**PROBLEM DESCRIPTION**
Starting at the first line of the entries below, please return exactly each line up to and including the one with "index dip: (38, 197)"; pictures stay out.

Images with localized body landmarks
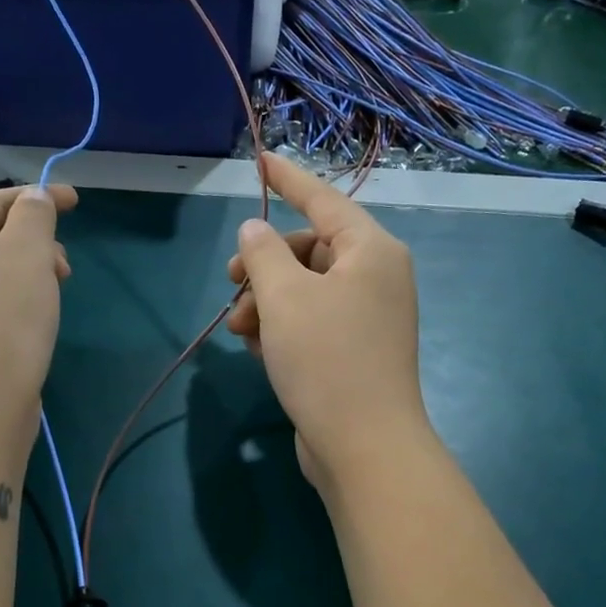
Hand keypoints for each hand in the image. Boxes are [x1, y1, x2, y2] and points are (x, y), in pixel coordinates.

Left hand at [0, 184, 76, 450]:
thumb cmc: (1, 317)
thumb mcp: (27, 252)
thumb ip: (34, 215)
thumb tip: (32, 199)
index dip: (38, 197)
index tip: (78, 201)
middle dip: (35, 243)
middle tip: (64, 268)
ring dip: (30, 274)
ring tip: (54, 295)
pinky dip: (17, 303)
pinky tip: (35, 322)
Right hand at [225, 156, 431, 491]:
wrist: (363, 446)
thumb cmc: (326, 360)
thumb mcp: (284, 298)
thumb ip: (263, 254)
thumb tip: (254, 232)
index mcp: (370, 251)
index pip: (323, 201)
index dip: (288, 180)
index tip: (260, 160)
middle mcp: (375, 277)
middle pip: (308, 250)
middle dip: (264, 266)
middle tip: (230, 283)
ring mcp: (367, 318)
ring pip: (304, 290)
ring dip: (265, 302)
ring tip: (239, 329)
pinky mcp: (354, 352)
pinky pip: (311, 322)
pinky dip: (283, 328)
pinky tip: (259, 350)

**PROBLEM SOLUTION**
Hand keypoints for each hand in the image. Boxes are [x1, y1, x2, y2] and points are (x, y), in pixel coordinates.

Left hand at [0, 184, 76, 450]:
thumb cmc: (1, 317)
thumb mcp: (27, 252)
thumb ip: (34, 215)
thumb tip: (32, 199)
index dip: (38, 197)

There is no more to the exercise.